Se trata, por otra parte, de un modelo que responde al pluralismo que el artículo primero de nuestra Constitución proclama como uno de los valores superiores. Los ciudadanos tenemos visiones distintas del mundo y, por tanto, lo razonable es que los padres puedan elegir el tipo de educación que deseen para sus hijos siempre, eso sí, que se respeten «los principios constitucionales», «los principios democráticos de convivencia» y «los derechos y libertades fundamentales». Si se cumplen esos requisitos, el poder público no debe hacer un uso partidista e ideológico de los fondos públicos. O castigar a centros por razones ideológicas, tampoco a los modelos de educación diferenciada, presentes en todos los países democráticos y cuyo derecho al concierto ha sido garantizado por el Tribunal Constitucional (STC 31/2018).

Una vez asegurada la educación para todos, sin duda uno de los grandes avances de la democracia española, el foco debería estar en mejorar la calidad con independencia de la titularidad del centro, de forma que haya una verdadera capacidad de elección, como disponen la Constitución y los principales tratados internacionales. Cuidemos la educación pública de manera que nadie deje de acudir a ella por falta de calidad; y financiemos suficientemente los centros concertados, para que puedan ser elegidos por quienes así lo deseen con independencia de sus recursos económicos.

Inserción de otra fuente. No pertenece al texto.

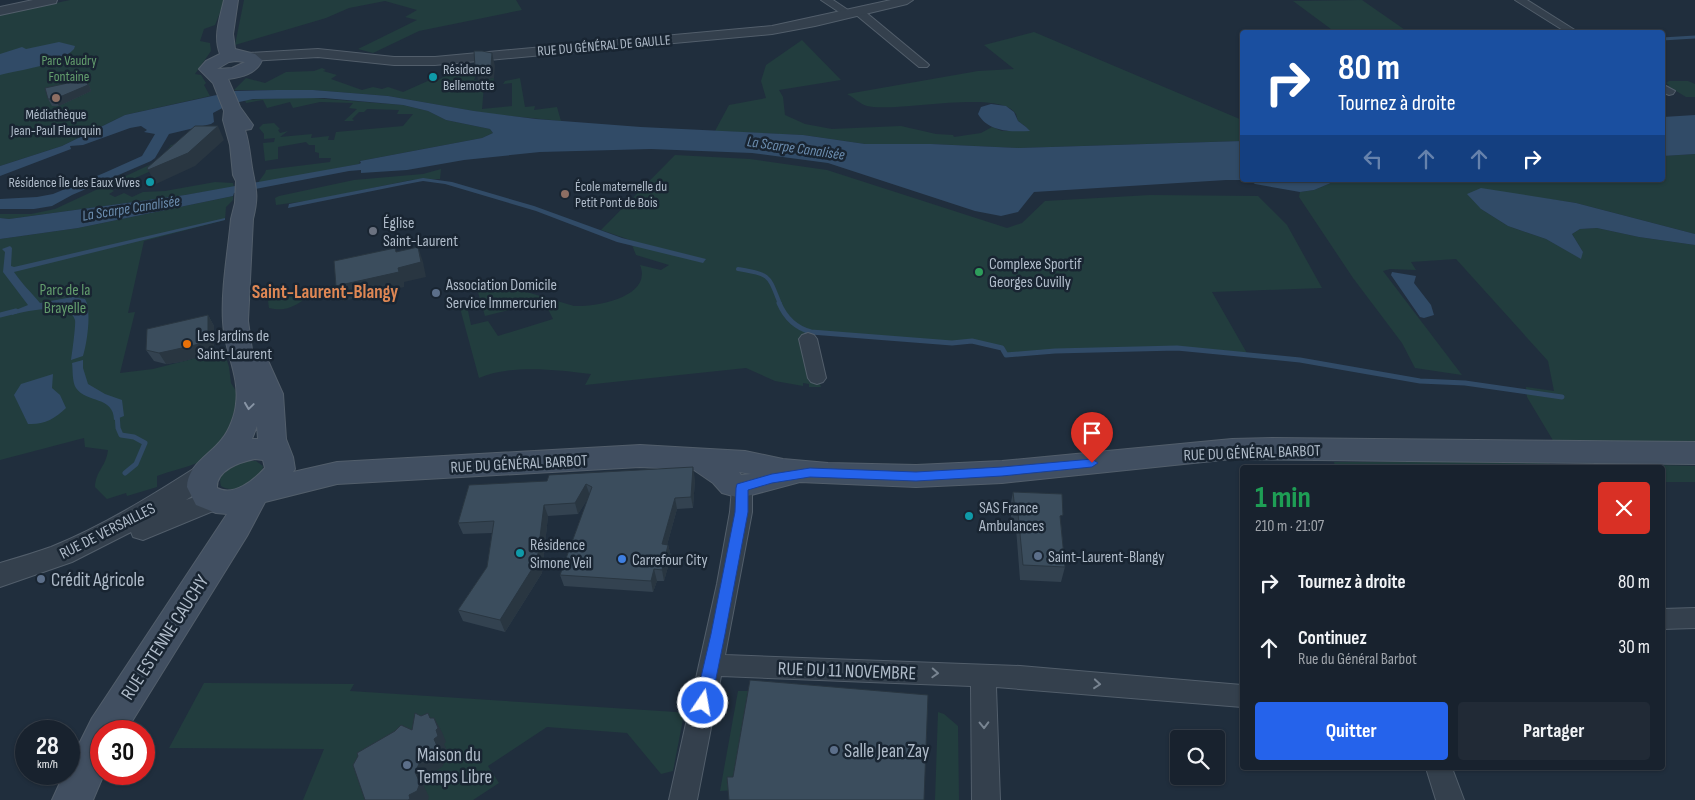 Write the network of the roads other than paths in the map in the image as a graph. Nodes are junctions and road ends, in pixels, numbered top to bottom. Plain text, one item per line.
1 (51, 0) edge
2 (231, 0) edge
3 (826, 0) edge
4 (907, 0) edge
5 (1520, 0) edge
6 (0, 11) edge
7 (854, 13) junction
8 (1570, 30) edge
9 (224, 33) junction
10 (247, 62) junction
11 (923, 65) dead end
12 (211, 69) junction
13 (229, 99) junction
14 (246, 195) junction
15 (808, 339) dead end
16 (818, 378) dead end
17 (1695, 453) edge
18 (278, 459) junction
19 (337, 474) junction
20 (744, 475) junction
21 (215, 484) junction
22 (256, 493) junction
23 (224, 544) junction
24 (0, 575) edge
25 (1695, 618) edge
26 (1665, 619) edge
27 (711, 665) junction
28 (983, 676) junction
29 (1240, 696) edge
30 (112, 720) edge
31 (90, 758) edge
32 (1439, 770) edge
33 (69, 795) edge
34 (683, 800) edge
35 (986, 800) edge
36 (1450, 800) edge

1 - 6 street
2 - 9 main road
3 - 7 street
4 - 7 street, RUE DU GÉNÉRAL DE GAULLE
5 - 8 street
7 - 10 street, RUE DU GÉNÉRAL DE GAULLE
7 - 11 street
9 - 10 main road
9 - 12 main road
10 - 12 main road
10 - 13 main road
12 - 13 main road
13 - 14 main road
14 - 18 main road
14 -> 21 main road
15 - 16 street
17 - 20 main road, RUE DU GÉNÉRAL BARBOT
18 - 19 main road, RUE DU GÉNÉRAL BARBOT
18 - 21 main road
18 - 22 main road
19 - 20 main road, RUE DU GÉNÉRAL BARBOT
19 - 22 main road, RUE DU GÉNÉRAL BARBOT
20 - 27 street
21 - 22 main road
21 - 23 main road, RUE ESTENNE CAUCHY
21 - 24 street, RUE DE VERSAILLES
22 - 23 main road, RUE ESTENNE CAUCHY
23 - 30 main road, RUE ESTENNE CAUCHY
25 - 26 street
27 -> 28 street, RUE DU 11 NOVEMBRE
27 - 34 street
28 -> 29 street, RUE DU 11 NOVEMBRE
28 -> 35 street
31 - 33 main road
32 - 36 street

Creo honestamente que todos saben que los problemas de la educación pública no se arreglan poniendo trabas a la concertada. Desde luego esta debe colaborar -y así se le debe exigir- en la integración de alumnos con más problemas; y si existen abusos en el cobro de cuotas, procederá adoptar las medidas que sean necesarias para cortarlos. Pero atacar a los centros concertados no solo no ayudará en nada a la mejora del sistema educativo sino que se traducirá en una menor libertad y en una menor igualdad.

Ángel J. Gómez Montoro es catedrático de Derecho Constitucional de la Universidad de Navarra.